Assigned task:
Set down the data below exactly; pictures stay out.

START Records for the exercise

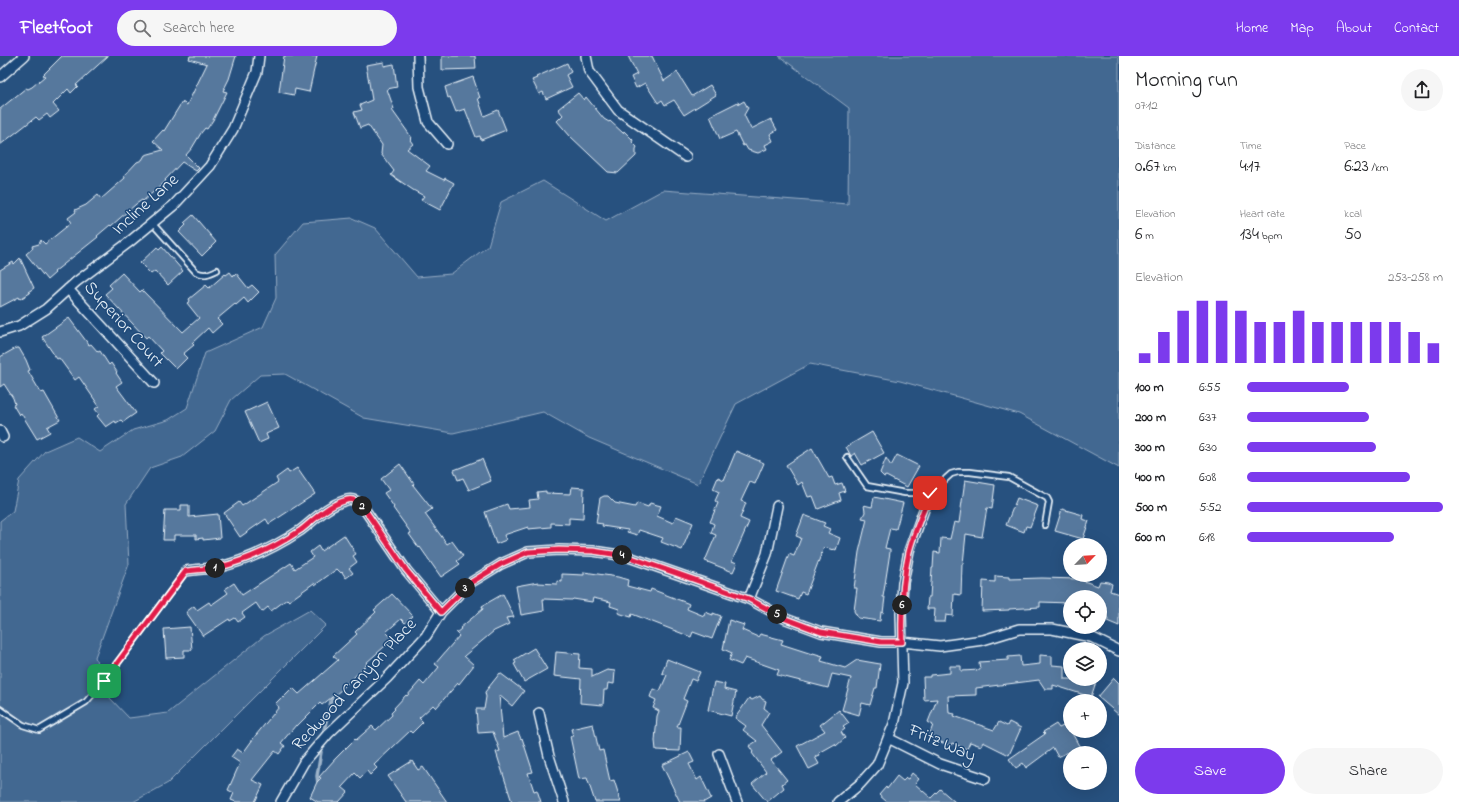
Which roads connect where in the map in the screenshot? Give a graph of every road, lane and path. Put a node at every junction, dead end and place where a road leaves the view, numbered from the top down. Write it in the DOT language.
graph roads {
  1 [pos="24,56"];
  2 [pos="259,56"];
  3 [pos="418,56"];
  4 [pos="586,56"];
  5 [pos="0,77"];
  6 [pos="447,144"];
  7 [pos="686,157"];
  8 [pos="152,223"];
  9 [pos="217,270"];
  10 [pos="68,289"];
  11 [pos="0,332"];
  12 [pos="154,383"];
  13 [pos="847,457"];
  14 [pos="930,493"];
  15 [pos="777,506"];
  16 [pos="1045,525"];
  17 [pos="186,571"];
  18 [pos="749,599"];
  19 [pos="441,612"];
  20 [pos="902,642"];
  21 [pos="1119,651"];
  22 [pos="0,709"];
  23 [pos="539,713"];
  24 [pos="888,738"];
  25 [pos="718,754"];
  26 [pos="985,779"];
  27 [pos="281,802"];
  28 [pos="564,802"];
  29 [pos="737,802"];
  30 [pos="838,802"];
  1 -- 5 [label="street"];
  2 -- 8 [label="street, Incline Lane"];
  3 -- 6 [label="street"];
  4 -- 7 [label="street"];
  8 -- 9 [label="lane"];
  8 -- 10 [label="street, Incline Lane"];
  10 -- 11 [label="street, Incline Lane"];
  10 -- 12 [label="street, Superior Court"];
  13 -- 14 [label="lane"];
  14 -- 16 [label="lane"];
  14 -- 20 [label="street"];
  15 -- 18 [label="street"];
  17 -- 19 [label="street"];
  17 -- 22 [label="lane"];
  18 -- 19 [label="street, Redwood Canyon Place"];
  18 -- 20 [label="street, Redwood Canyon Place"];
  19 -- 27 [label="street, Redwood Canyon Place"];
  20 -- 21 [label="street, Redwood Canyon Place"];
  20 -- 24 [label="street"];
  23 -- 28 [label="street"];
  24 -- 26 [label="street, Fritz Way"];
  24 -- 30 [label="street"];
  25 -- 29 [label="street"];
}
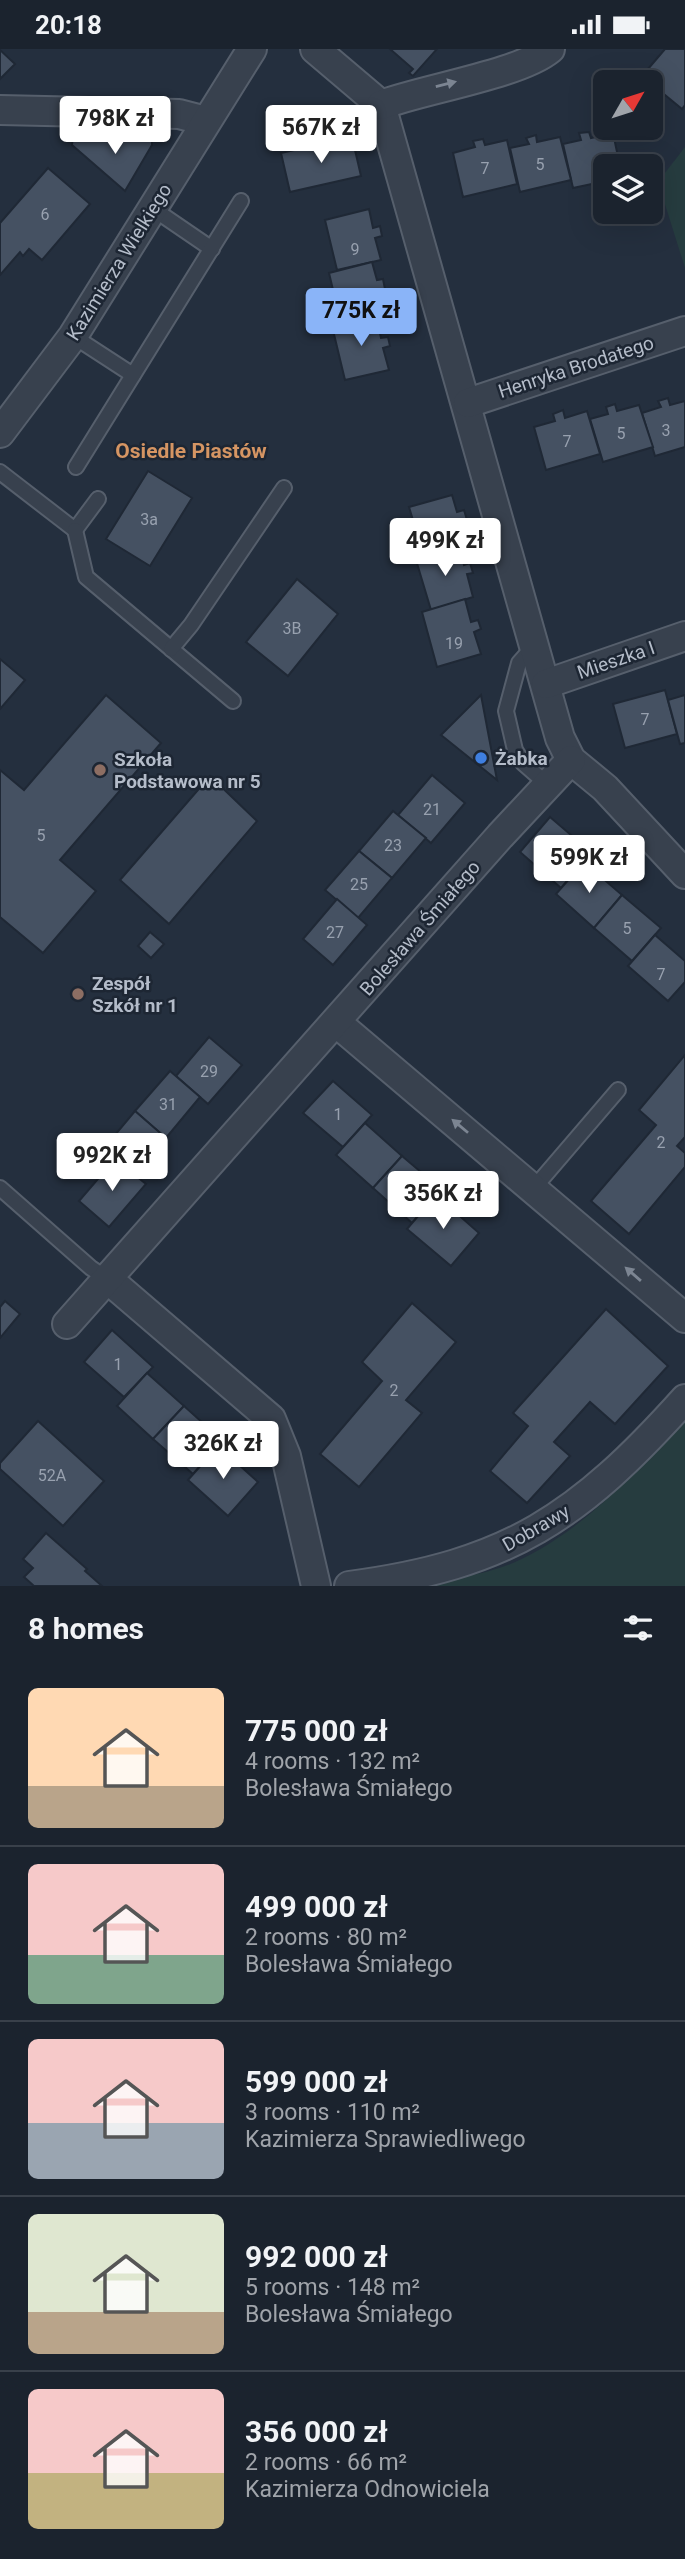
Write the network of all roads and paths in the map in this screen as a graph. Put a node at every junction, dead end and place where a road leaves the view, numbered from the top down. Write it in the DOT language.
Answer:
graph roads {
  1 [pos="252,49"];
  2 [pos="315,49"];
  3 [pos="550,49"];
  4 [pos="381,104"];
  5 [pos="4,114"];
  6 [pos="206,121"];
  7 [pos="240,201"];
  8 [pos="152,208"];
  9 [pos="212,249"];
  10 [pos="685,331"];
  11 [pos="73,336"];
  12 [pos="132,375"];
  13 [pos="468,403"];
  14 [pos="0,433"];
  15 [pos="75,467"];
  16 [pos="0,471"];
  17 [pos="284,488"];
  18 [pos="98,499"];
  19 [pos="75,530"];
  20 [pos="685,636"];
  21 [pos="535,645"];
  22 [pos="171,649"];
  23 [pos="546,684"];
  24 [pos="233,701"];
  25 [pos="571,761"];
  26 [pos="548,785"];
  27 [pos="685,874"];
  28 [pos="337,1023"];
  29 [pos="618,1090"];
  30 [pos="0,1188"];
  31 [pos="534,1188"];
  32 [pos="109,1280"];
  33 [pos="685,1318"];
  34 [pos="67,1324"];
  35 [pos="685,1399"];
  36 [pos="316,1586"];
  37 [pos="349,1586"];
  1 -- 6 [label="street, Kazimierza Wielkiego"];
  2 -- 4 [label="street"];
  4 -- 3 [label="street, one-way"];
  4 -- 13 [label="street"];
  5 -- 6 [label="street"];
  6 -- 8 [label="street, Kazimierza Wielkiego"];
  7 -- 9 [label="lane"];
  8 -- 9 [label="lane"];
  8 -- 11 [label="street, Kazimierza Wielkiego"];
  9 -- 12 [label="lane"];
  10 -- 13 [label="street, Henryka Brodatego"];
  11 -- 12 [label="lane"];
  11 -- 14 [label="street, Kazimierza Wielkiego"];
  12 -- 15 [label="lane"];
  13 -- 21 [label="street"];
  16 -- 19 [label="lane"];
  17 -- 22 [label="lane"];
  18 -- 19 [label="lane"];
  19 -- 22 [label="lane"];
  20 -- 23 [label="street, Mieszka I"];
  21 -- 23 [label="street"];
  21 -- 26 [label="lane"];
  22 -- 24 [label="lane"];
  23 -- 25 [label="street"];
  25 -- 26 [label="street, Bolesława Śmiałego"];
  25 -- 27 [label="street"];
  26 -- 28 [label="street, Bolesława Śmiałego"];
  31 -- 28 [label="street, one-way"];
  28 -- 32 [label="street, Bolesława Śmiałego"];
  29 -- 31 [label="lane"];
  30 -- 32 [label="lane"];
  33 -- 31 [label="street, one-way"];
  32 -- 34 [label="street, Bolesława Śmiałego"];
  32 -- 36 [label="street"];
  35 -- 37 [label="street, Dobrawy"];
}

END Records for the exercise

Reply:
Which roads connect where in the map in the screenshot? Give a graph of every road, lane and path. Put a node at every junction, dead end and place where a road leaves the view, numbered from the top down. Write it in the DOT language.
graph roads {
  1 [pos="24,56"];
  2 [pos="259,56"];
  3 [pos="418,56"];
  4 [pos="586,56"];
  5 [pos="0,77"];
  6 [pos="447,144"];
  7 [pos="686,157"];
  8 [pos="152,223"];
  9 [pos="217,270"];
  10 [pos="68,289"];
  11 [pos="0,332"];
  12 [pos="154,383"];
  13 [pos="847,457"];
  14 [pos="930,493"];
  15 [pos="777,506"];
  16 [pos="1045,525"];
  17 [pos="186,571"];
  18 [pos="749,599"];
  19 [pos="441,612"];
  20 [pos="902,642"];
  21 [pos="1119,651"];
  22 [pos="0,709"];
  23 [pos="539,713"];
  24 [pos="888,738"];
  25 [pos="718,754"];
  26 [pos="985,779"];
  27 [pos="281,802"];
  28 [pos="564,802"];
  29 [pos="737,802"];
  30 [pos="838,802"];
  1 -- 5 [label="street"];
  2 -- 8 [label="street, Incline Lane"];
  3 -- 6 [label="street"];
  4 -- 7 [label="street"];
  8 -- 9 [label="lane"];
  8 -- 10 [label="street, Incline Lane"];
  10 -- 11 [label="street, Incline Lane"];
  10 -- 12 [label="street, Superior Court"];
  13 -- 14 [label="lane"];
  14 -- 16 [label="lane"];
  14 -- 20 [label="street"];
  15 -- 18 [label="street"];
  17 -- 19 [label="street"];
  17 -- 22 [label="lane"];
  18 -- 19 [label="street, Redwood Canyon Place"];
  18 -- 20 [label="street, Redwood Canyon Place"];
  19 -- 27 [label="street, Redwood Canyon Place"];
  20 -- 21 [label="street, Redwood Canyon Place"];
  20 -- 24 [label="street"];
  23 -- 28 [label="street"];
  24 -- 26 [label="street, Fritz Way"];
  24 -- 30 [label="street"];
  25 -- 29 [label="street"];
}
Write the network of all roads and paths in the map in this screen as a graph. Put a node at every junction, dead end and place where a road leaves the view, numbered from the top down. Write it in the DOT language.
Answer:
graph roads {
  1 [pos="252,49"];
  2 [pos="315,49"];
  3 [pos="550,49"];
  4 [pos="381,104"];
  5 [pos="4,114"];
  6 [pos="206,121"];
  7 [pos="240,201"];
  8 [pos="152,208"];
  9 [pos="212,249"];
  10 [pos="685,331"];
  11 [pos="73,336"];
  12 [pos="132,375"];
  13 [pos="468,403"];
  14 [pos="0,433"];
  15 [pos="75,467"];
  16 [pos="0,471"];
  17 [pos="284,488"];
  18 [pos="98,499"];
  19 [pos="75,530"];
  20 [pos="685,636"];
  21 [pos="535,645"];
  22 [pos="171,649"];
  23 [pos="546,684"];
  24 [pos="233,701"];
  25 [pos="571,761"];
  26 [pos="548,785"];
  27 [pos="685,874"];
  28 [pos="337,1023"];
  29 [pos="618,1090"];
  30 [pos="0,1188"];
  31 [pos="534,1188"];
  32 [pos="109,1280"];
  33 [pos="685,1318"];
  34 [pos="67,1324"];
  35 [pos="685,1399"];
  36 [pos="316,1586"];
  37 [pos="349,1586"];
  1 -- 6 [label="street, Kazimierza Wielkiego"];
  2 -- 4 [label="street"];
  4 -- 3 [label="street, one-way"];
  4 -- 13 [label="street"];
  5 -- 6 [label="street"];
  6 -- 8 [label="street, Kazimierza Wielkiego"];
  7 -- 9 [label="lane"];
  8 -- 9 [label="lane"];
  8 -- 11 [label="street, Kazimierza Wielkiego"];
  9 -- 12 [label="lane"];
  10 -- 13 [label="street, Henryka Brodatego"];
  11 -- 12 [label="lane"];
  11 -- 14 [label="street, Kazimierza Wielkiego"];
  12 -- 15 [label="lane"];
  13 -- 21 [label="street"];
  16 -- 19 [label="lane"];
  17 -- 22 [label="lane"];
  18 -- 19 [label="lane"];
  19 -- 22 [label="lane"];
  20 -- 23 [label="street, Mieszka I"];
  21 -- 23 [label="street"];
  21 -- 26 [label="lane"];
  22 -- 24 [label="lane"];
  23 -- 25 [label="street"];
  25 -- 26 [label="street, Bolesława Śmiałego"];
  25 -- 27 [label="street"];
  26 -- 28 [label="street, Bolesława Śmiałego"];
  31 -- 28 [label="street, one-way"];
  28 -- 32 [label="street, Bolesława Śmiałego"];
  29 -- 31 [label="lane"];
  30 -- 32 [label="lane"];
  33 -- 31 [label="street, one-way"];
  32 -- 34 [label="street, Bolesława Śmiałego"];
  32 -- 36 [label="street"];
  35 -- 37 [label="street, Dobrawy"];
}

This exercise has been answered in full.